[Problem to work on] Pick every line from the data that holds the word "roads".

[Available records]
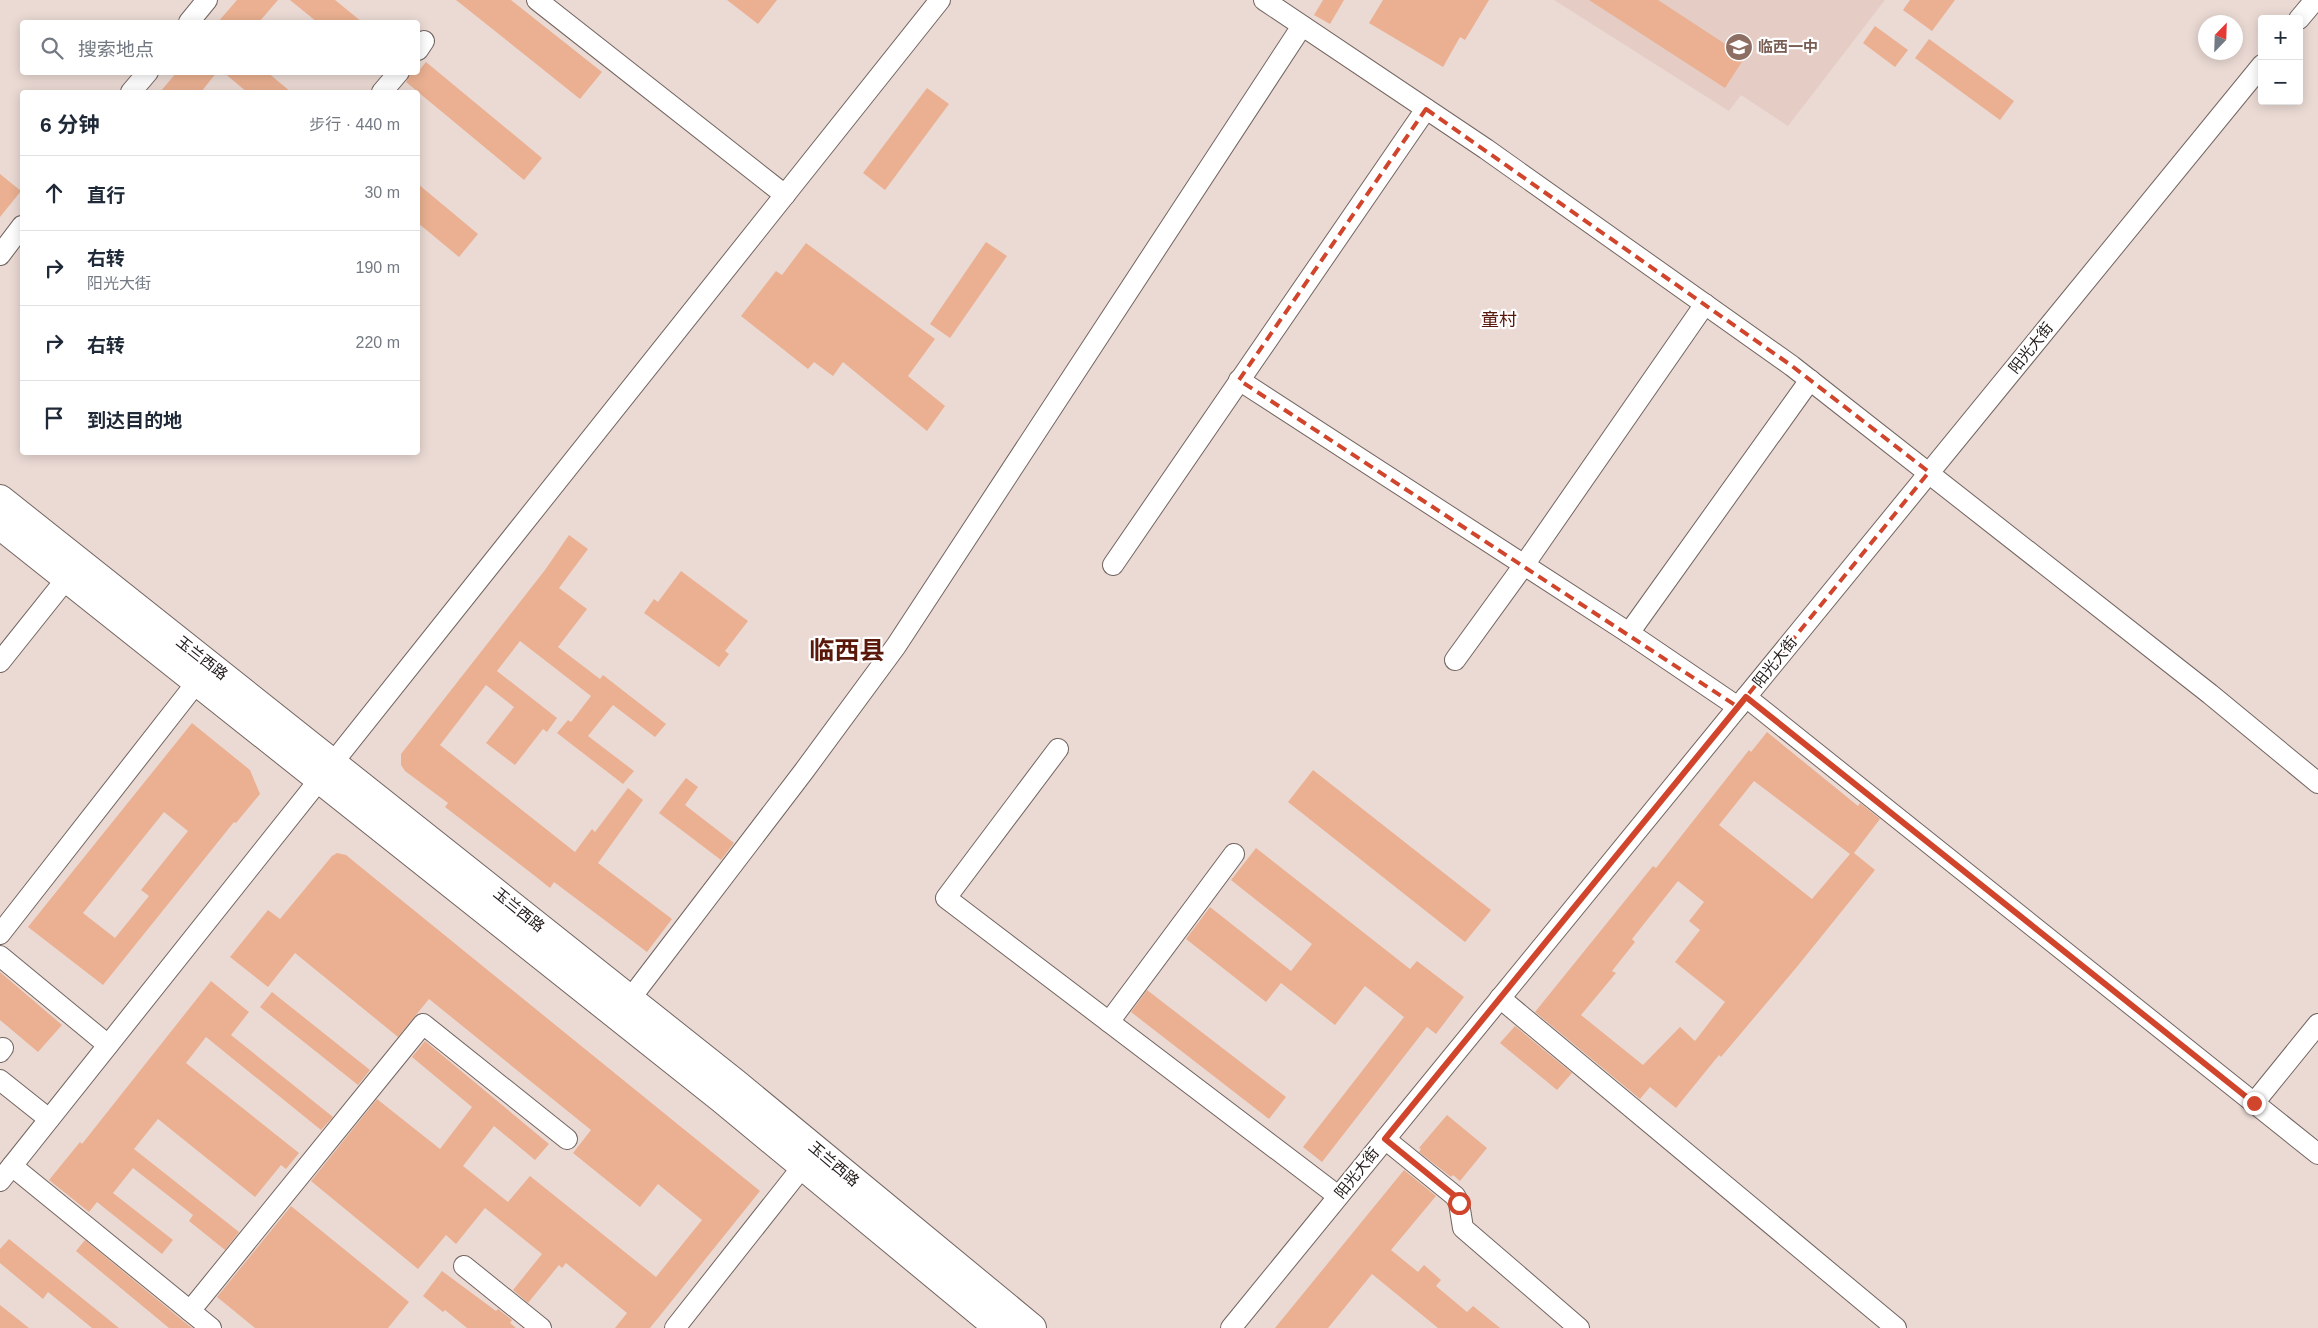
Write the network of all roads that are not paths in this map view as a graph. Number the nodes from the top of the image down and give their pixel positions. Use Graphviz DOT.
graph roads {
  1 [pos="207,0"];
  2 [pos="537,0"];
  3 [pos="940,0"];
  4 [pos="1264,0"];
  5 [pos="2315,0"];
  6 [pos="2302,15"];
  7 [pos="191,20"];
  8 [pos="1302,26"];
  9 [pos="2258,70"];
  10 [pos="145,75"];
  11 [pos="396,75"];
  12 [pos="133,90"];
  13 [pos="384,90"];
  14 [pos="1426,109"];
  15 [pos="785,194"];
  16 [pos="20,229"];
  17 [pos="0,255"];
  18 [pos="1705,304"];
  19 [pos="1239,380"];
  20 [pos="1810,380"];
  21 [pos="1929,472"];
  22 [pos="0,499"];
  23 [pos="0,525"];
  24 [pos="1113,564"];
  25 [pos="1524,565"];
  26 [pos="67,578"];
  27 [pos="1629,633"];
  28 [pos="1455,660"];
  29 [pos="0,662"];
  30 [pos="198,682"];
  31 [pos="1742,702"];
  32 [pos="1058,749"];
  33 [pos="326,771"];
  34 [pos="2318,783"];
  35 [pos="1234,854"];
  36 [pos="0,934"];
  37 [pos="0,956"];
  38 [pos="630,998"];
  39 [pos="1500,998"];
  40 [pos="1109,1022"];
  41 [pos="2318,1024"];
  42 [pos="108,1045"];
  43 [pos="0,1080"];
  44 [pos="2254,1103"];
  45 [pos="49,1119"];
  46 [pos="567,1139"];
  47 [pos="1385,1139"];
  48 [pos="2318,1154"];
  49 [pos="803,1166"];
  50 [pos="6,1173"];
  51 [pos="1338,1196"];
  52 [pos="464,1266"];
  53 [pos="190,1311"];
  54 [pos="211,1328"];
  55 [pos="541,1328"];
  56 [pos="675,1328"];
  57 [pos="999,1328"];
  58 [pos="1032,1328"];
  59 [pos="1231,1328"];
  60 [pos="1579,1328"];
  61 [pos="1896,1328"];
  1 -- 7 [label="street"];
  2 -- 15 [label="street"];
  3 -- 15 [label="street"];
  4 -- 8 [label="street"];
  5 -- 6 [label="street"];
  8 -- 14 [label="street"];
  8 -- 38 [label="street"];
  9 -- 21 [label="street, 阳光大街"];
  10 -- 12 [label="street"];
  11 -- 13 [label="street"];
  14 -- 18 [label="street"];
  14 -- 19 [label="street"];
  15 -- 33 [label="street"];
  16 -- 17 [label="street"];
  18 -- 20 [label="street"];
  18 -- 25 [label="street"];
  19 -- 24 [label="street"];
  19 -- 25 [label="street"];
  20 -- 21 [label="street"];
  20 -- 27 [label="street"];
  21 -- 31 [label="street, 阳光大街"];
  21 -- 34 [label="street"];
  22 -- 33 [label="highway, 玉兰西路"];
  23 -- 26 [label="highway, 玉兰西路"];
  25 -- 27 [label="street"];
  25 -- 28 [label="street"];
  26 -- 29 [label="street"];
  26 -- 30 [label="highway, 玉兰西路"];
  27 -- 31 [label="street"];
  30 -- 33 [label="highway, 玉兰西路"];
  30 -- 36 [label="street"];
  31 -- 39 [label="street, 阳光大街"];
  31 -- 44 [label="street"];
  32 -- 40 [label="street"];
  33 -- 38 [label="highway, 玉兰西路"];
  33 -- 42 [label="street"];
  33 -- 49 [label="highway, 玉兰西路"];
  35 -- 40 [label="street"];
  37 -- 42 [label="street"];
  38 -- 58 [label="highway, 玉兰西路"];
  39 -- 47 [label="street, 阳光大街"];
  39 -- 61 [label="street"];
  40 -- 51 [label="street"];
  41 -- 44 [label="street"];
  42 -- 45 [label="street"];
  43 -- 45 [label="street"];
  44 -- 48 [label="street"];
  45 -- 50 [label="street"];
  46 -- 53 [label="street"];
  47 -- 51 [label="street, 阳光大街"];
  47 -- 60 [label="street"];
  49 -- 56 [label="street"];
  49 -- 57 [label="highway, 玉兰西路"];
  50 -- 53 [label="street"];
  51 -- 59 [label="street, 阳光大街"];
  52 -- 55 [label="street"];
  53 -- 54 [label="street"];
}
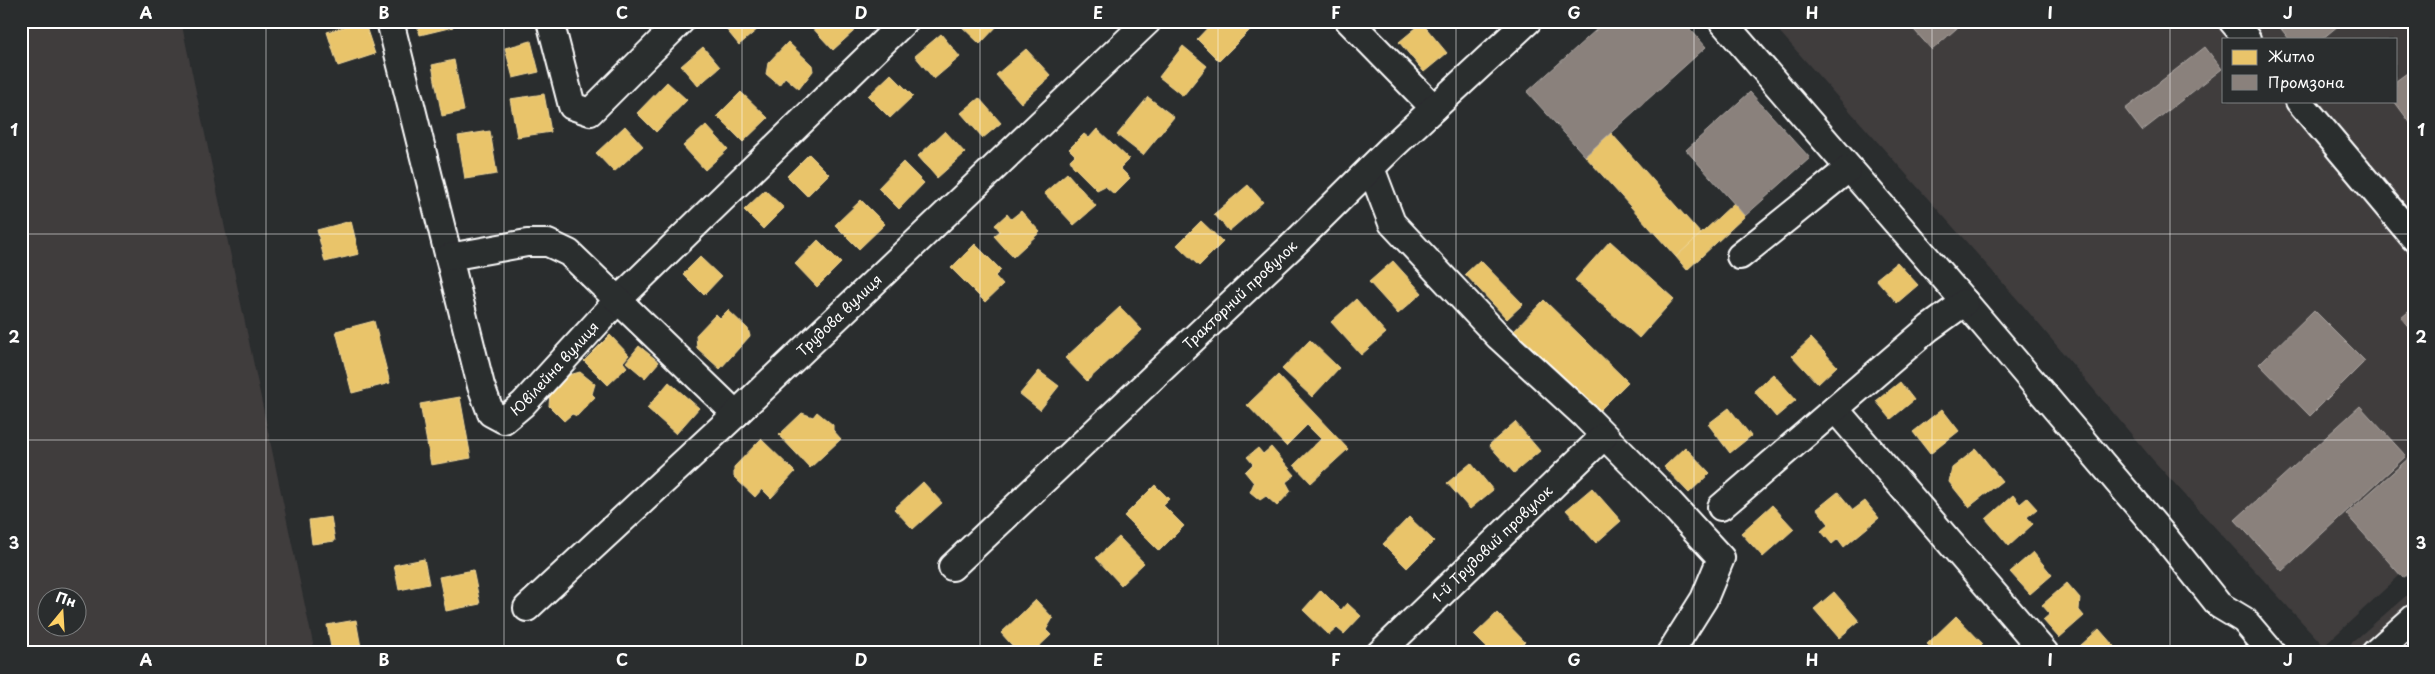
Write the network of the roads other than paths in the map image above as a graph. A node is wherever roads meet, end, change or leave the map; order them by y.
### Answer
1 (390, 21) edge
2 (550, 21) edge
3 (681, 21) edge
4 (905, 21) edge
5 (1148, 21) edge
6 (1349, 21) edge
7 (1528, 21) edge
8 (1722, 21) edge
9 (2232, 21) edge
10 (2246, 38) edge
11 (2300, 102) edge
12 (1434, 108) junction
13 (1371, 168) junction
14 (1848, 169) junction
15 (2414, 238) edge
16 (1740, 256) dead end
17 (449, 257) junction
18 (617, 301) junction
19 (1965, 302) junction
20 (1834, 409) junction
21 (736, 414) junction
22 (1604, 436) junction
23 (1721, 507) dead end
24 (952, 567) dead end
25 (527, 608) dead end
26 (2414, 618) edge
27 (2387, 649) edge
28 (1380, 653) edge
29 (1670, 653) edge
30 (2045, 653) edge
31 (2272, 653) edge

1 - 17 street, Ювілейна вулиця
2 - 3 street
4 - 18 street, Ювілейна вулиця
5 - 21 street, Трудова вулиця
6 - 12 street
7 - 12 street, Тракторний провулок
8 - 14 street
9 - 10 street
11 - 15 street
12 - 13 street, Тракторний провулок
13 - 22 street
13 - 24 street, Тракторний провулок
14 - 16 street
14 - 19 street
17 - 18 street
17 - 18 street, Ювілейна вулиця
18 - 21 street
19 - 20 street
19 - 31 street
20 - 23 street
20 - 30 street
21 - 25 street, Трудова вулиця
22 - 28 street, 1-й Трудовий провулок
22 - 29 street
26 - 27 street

[Result for this exercise]
Write the network of all roads that are not paths in this map view as a graph. Number the nodes from the top of the image down and give their pixel positions. Use Graphviz DOT.
graph roads {
Write the network of the roads other than paths in the map image above as a graph. A node is wherever roads meet, end, change or leave the map; order them by y.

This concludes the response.